Coding in Marble

I wish I could remember where I first read it because perhaps it deserves attribution.  But many years ago I read about the two world views of physicists and they resonated with me.  One world view is that prescibed by things like General Relativity and Maxwell's Equations.  These have, in some sense a great mathematical beauty to them.  This is the "the universe is made out of marble" viewpoint.  Nice clean fields.  Very solid.  Then there's the other perspective, this is the perspective you have in systems like Quantum Electrodynamics.  There are lots of particles flying all over the place and probabilities.  Lots of statistics.  The universe is a messy organic place.  It might have been tempting to take those people and lock them away or something but darn it if they didn't keep getting great results.  So Marble and Wood.  The highly regular vs. messier put powerful.  I soon started using this analogy in computer science and that's what I'm writing about today.

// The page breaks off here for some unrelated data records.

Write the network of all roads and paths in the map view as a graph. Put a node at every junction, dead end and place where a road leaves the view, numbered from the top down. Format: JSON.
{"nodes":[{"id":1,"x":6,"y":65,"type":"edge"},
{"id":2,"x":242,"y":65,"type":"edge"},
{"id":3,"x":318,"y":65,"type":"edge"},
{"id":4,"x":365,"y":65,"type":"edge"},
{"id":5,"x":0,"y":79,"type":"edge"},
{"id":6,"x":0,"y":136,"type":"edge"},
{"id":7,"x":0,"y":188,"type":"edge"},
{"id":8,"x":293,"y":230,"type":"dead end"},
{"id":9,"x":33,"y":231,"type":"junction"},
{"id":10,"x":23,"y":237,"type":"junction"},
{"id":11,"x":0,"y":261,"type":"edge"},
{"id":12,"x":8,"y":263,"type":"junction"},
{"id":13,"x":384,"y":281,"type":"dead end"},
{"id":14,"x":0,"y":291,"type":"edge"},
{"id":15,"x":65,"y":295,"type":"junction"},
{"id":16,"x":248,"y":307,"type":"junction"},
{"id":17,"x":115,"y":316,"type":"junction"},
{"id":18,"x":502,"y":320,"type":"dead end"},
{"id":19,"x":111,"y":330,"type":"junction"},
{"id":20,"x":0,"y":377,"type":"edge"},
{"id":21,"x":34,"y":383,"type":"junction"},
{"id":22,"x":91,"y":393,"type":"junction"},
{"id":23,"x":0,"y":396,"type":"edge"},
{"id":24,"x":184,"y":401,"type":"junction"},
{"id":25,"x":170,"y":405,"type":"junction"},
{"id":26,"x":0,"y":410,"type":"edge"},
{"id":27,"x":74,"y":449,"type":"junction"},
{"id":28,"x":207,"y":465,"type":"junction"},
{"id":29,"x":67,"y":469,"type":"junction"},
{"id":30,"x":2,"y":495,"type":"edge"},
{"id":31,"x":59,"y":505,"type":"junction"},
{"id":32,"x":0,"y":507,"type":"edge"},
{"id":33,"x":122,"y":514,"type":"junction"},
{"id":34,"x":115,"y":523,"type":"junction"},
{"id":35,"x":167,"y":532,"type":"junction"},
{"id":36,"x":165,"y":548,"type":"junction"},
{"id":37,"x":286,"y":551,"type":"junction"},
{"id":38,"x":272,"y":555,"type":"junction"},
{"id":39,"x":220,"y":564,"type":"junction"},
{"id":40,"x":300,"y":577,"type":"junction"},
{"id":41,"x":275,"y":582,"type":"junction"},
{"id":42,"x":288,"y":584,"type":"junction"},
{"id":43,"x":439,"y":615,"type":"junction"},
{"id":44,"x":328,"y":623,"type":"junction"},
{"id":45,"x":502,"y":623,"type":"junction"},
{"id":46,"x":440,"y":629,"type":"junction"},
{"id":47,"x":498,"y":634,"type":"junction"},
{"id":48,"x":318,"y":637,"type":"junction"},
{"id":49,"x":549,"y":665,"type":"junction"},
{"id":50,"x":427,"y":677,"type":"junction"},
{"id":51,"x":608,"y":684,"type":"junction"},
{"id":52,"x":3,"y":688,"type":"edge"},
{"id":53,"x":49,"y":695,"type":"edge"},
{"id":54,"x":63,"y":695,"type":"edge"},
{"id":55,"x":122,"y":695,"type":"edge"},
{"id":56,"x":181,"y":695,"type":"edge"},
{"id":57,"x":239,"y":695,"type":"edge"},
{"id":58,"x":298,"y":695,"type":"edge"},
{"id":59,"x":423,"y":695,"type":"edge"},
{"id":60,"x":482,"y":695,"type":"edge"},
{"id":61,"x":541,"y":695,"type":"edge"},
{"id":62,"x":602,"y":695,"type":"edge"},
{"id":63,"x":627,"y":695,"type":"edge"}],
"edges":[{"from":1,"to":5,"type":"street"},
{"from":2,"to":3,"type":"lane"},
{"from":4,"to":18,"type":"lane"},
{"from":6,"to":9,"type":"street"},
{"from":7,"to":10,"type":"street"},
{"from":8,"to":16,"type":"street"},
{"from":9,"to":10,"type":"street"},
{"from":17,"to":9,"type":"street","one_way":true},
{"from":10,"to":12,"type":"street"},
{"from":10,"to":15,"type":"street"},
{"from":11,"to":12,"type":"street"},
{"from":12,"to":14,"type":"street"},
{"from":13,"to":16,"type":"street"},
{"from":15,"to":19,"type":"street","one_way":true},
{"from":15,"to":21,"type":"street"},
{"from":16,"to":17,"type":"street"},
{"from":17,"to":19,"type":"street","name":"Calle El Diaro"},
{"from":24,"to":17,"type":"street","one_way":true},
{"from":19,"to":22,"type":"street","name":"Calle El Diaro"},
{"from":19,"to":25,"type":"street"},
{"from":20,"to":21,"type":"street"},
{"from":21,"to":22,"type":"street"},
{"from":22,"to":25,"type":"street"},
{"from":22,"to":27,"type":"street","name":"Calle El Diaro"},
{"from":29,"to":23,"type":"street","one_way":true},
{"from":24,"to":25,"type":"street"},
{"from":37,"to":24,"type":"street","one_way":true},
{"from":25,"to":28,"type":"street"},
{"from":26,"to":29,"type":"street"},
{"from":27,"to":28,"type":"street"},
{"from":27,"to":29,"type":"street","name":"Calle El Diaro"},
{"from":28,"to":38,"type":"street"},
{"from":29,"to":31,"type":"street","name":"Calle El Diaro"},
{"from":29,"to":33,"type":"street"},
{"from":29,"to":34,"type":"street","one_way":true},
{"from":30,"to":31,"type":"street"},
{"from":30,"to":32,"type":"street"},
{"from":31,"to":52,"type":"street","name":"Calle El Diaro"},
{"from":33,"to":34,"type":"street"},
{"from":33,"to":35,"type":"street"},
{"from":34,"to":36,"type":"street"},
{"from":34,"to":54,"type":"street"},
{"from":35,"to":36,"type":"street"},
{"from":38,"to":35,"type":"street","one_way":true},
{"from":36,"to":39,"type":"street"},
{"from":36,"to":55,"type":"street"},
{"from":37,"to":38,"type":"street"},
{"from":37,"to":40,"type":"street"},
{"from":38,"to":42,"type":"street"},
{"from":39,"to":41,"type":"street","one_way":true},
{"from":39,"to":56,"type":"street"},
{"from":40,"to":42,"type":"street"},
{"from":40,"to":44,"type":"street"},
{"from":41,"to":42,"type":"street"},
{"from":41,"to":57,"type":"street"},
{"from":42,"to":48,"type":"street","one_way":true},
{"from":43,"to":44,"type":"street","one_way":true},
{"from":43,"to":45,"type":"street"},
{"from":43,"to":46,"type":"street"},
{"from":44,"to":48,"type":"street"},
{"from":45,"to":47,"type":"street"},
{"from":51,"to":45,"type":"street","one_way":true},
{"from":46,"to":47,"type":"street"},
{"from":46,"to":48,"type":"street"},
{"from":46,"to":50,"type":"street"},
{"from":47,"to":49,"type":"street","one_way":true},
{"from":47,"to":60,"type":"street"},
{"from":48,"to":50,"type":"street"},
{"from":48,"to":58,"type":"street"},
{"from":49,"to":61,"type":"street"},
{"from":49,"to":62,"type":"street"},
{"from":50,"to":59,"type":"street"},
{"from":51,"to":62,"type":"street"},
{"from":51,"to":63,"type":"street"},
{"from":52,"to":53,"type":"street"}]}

One place this comes up is when programming with promises, or really any notification system even ad hoc ones.  In the case of a promise the situation is that you have some work that needs to be done "later" after some asynchronous operation has completed:  let's say that you are waiting for some data and when it arrives you're going to validate and extract some values from it, it doesn't much matter.  The natural way to do this with a promise would look something like this:

p.then( () => {do your work} )

or in javascript you might write

p.then( function() { do your work } )

In fact you can keep combining these things, if you have more work that has to be done after the first batch asynchronously completes you might end up writing something like this:

p.then( () => {do your work} ).then( () => {do more work}).then( () => {even more work});

Now the next thing that's going to happen is you're going to put this in a loop for your various 'p' read operations that need to happen and presto magico your application is done.  And you've fallen into the wood trap.

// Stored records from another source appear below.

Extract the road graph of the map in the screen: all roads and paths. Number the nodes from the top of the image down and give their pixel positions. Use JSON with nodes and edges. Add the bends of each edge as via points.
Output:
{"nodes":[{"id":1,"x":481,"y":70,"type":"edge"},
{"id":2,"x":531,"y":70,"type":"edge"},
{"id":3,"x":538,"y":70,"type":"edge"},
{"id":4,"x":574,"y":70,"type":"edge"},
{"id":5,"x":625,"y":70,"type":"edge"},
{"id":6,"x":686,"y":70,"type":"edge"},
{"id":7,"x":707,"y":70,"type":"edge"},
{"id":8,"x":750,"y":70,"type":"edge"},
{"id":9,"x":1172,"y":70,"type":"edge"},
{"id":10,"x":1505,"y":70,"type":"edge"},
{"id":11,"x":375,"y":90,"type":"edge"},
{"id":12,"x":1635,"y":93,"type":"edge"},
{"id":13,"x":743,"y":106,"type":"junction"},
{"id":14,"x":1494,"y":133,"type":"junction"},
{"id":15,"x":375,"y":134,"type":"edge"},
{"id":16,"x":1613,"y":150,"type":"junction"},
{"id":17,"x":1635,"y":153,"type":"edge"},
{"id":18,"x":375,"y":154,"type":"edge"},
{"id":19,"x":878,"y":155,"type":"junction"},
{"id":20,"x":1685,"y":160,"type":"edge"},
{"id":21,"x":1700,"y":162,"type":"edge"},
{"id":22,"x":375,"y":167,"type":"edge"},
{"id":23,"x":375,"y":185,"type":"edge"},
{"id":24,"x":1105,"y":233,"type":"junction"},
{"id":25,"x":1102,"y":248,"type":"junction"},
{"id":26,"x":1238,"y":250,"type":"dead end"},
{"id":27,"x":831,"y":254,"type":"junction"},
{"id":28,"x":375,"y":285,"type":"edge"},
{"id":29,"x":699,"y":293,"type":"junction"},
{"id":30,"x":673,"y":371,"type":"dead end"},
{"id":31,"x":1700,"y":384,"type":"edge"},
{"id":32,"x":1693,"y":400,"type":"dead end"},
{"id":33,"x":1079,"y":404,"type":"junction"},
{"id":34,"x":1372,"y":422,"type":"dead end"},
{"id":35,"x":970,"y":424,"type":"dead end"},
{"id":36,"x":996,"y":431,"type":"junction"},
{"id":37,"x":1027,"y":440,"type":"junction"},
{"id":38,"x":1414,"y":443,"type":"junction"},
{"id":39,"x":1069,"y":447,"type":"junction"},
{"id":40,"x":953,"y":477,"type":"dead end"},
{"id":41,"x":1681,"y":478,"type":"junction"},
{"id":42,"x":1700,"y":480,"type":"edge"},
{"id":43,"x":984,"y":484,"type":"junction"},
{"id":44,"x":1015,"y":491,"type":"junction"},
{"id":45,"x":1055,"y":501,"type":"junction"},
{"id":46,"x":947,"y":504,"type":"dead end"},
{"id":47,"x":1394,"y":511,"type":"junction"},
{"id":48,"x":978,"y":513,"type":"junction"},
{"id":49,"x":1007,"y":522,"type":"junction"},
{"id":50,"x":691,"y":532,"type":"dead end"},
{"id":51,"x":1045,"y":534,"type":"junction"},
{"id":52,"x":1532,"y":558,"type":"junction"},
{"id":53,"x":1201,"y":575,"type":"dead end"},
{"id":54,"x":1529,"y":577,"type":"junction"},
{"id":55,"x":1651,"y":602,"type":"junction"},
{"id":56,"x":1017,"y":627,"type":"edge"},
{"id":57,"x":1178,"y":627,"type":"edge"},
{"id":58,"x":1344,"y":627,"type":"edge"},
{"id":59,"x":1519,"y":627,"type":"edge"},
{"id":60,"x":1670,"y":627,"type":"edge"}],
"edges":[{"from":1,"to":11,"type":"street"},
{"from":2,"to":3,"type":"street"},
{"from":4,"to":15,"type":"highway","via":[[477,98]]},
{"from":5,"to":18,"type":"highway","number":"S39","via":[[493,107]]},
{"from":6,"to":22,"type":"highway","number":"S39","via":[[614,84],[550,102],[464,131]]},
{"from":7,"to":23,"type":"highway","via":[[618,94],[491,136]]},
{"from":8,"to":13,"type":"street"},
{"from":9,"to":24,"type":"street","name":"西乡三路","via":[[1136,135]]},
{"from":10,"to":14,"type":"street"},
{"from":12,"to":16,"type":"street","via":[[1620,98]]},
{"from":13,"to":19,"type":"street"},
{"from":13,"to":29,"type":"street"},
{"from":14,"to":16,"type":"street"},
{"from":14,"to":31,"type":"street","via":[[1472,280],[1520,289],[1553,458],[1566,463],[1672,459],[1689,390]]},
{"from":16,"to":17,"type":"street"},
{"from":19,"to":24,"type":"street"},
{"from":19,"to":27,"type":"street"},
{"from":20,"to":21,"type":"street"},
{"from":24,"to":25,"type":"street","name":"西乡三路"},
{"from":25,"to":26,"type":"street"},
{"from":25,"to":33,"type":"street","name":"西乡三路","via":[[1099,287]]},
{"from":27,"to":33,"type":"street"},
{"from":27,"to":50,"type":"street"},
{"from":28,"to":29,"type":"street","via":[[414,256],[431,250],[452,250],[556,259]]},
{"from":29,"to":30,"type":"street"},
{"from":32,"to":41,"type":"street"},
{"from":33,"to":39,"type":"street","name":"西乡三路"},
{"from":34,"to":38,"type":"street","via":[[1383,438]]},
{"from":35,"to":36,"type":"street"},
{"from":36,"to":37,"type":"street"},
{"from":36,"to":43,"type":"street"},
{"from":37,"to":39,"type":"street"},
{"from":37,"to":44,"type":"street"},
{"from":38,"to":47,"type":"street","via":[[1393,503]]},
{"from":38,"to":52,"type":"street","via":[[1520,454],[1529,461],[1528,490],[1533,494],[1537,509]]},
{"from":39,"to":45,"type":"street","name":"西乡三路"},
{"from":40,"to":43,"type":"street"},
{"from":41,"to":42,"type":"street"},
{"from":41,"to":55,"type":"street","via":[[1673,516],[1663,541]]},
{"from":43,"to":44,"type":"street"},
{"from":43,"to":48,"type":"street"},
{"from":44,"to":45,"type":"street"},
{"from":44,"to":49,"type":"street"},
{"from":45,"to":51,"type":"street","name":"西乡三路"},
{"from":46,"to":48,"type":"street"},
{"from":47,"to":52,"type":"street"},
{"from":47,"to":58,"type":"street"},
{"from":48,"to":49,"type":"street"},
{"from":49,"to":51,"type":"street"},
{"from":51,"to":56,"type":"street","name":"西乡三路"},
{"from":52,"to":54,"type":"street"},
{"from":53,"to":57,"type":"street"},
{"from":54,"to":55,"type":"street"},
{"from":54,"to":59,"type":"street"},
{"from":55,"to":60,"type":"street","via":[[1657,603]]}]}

The reason that I try to avoid this pattern is that what's happened now is that on every iteration you're creating delegate objects and new promise objects that connect the various stages for each operation.  But the thing is they're all the same!  Despite the fact that all the objects are being handled identically (typical) we get no savings, we are using the most general dispatch mechanism to dispatch the very same code thereby creating far more garbage than is needed.  Of course each one of these promise chains encourages the next guy to keep doing the same thing.  You could even add stages that merge, select, batch, whatever you need, more stages, more wood.

The hallmark of the wood pattern is that the same chain of dependencies/computations is re-represented in data repeatedly -- achieving no savings for its sameness.  It is the most flexible choice, each datum could be handled seperately in a unique fashion but they probably are not.

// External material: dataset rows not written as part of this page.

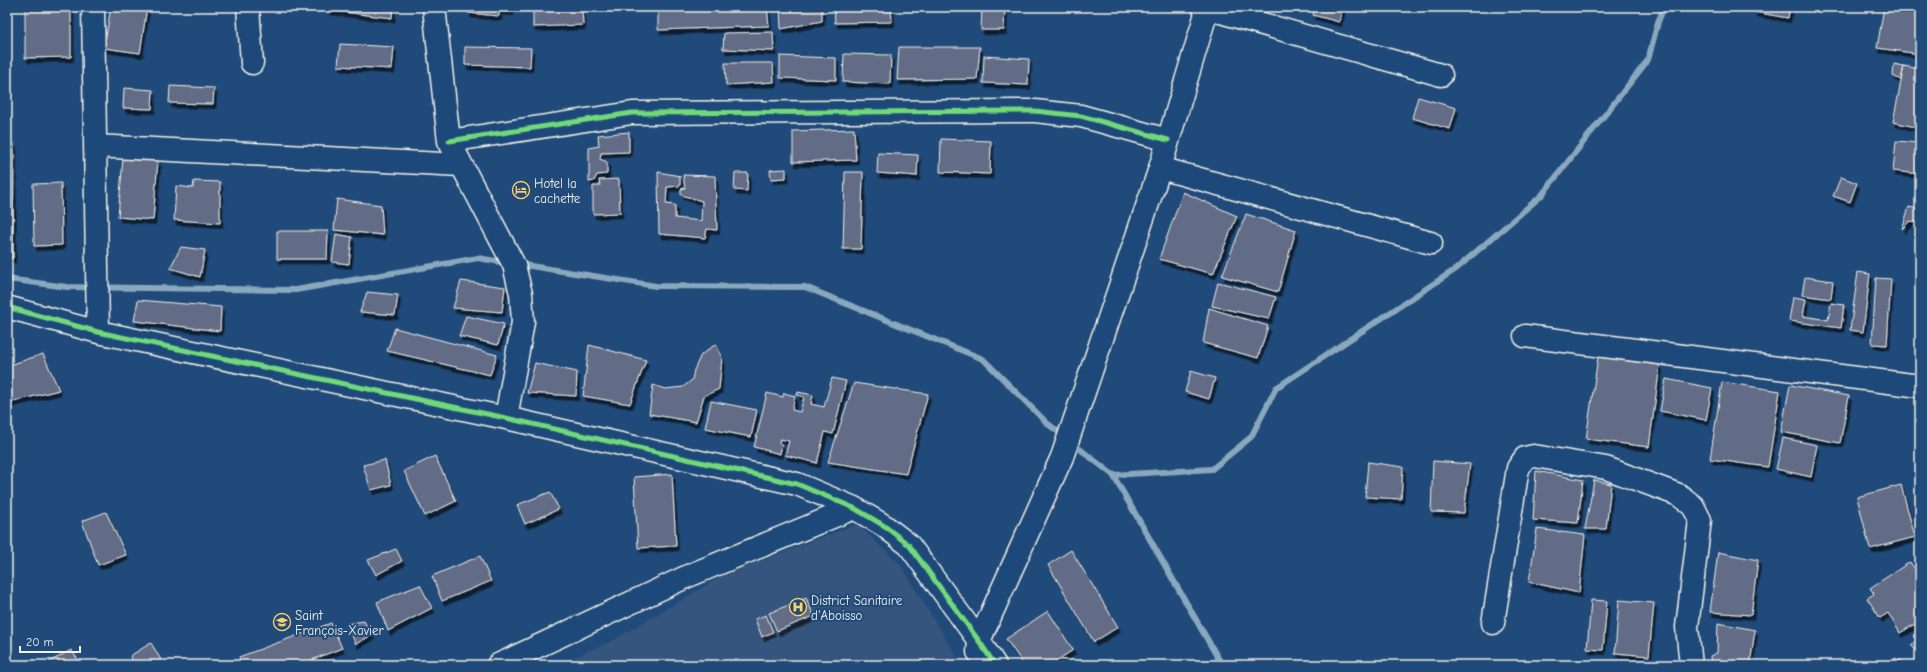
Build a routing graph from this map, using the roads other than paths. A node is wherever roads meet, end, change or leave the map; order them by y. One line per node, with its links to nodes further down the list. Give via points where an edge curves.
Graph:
1 (93, 7): 9 (street)
2 (248, 7): 5 (street)
3 (434, 7): 8 (street)
4 (1206, 8): 6 (street); 7 (street)
5 (252, 63)
6 (1441, 75)
7 (1168, 140): 8 (street, via 1081,116 1036,111 632,114); 11 (street)
8 (449, 141): 10 (street)
9 (95, 146): 10 (street); 14 (street)
10 (461, 165): 17 (street, via 514,265 521,294 523,322)
11 (1160, 168): 12 (street); 20 (street, via 1062,457)
12 (1431, 243)
13 (7, 307): 14 (street)
14 (98, 332): 17 (street)
15 (1525, 336): 16 (street)
16 (1920, 386)
17 (506, 418): 18 (street, via 797,484)
18 (854, 508): 20 (street, via 883,525 909,545); 21 (street, via 688,576)
19 (1493, 623): 24 (street, via 1518,468 1524,458 1534,456 1606,468 1679,495 1693,506 1700,520 1687,627)
20 (979, 641): 22 (street); 23 (street)
21 (498, 665)
22 (978, 665)
23 (995, 665)
24 (1691, 665)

How can you make it better?

Well of course a different pattern alltogther might be the right choice, something that looks more like this:

datasource.handler += () => { do your work }

or maybe

w1 = new {worker stage one object }
w2 = new {stage 2 handler};

datasource.handler += w1;
w1.stage2 += w2;

Now this isn't as flexible but it is much more economical.  With one fell swoop we're saying that they are all going to be handled symmetrically and we do not have allocation cost per datum.

Even if that kind of refactoring isn't possible just this simple thing might be very helpful.

var d1 = () => {do your work};
var d2 = () => {do more work};
var d3 = () => {even more work};

p.then(d1).then(d2).then(d3);  // this in your loop

This second form avoids creating a whole new delegate/closure in each loop iteration so in some sense it's at least partly marblized. 

Now of course this kind of transform isn't universally possible but if you start by saying "what are the rules for all my data" and then encoding that then you tend to end up in a place where you have low-to-zero overhead costs for each item and you just do the work.  If you don't you can easily end up in a place where there most flexible pattern is being used in a very regular way, at great cost.

I've often admonished people to use the simplest programming technique that will do the job to get the best performance.  Specifically, don't use virtual methods if non-virtual will do.  Don't use interfaces if virtuals will do.  Don't use delegates if interfaces will do.  This discussion has in some ways been a rehash of that point.  But then I always found that grounding a concept in an example is helpful so hopefully you all found it worth the read.

P.S. I'm putting the "wood" programming technique in a bad light here but it has its place.  And that doesn't mean I'm down on "wood" physics.  I happen to think QED is every bit as cool as cool as relativity :)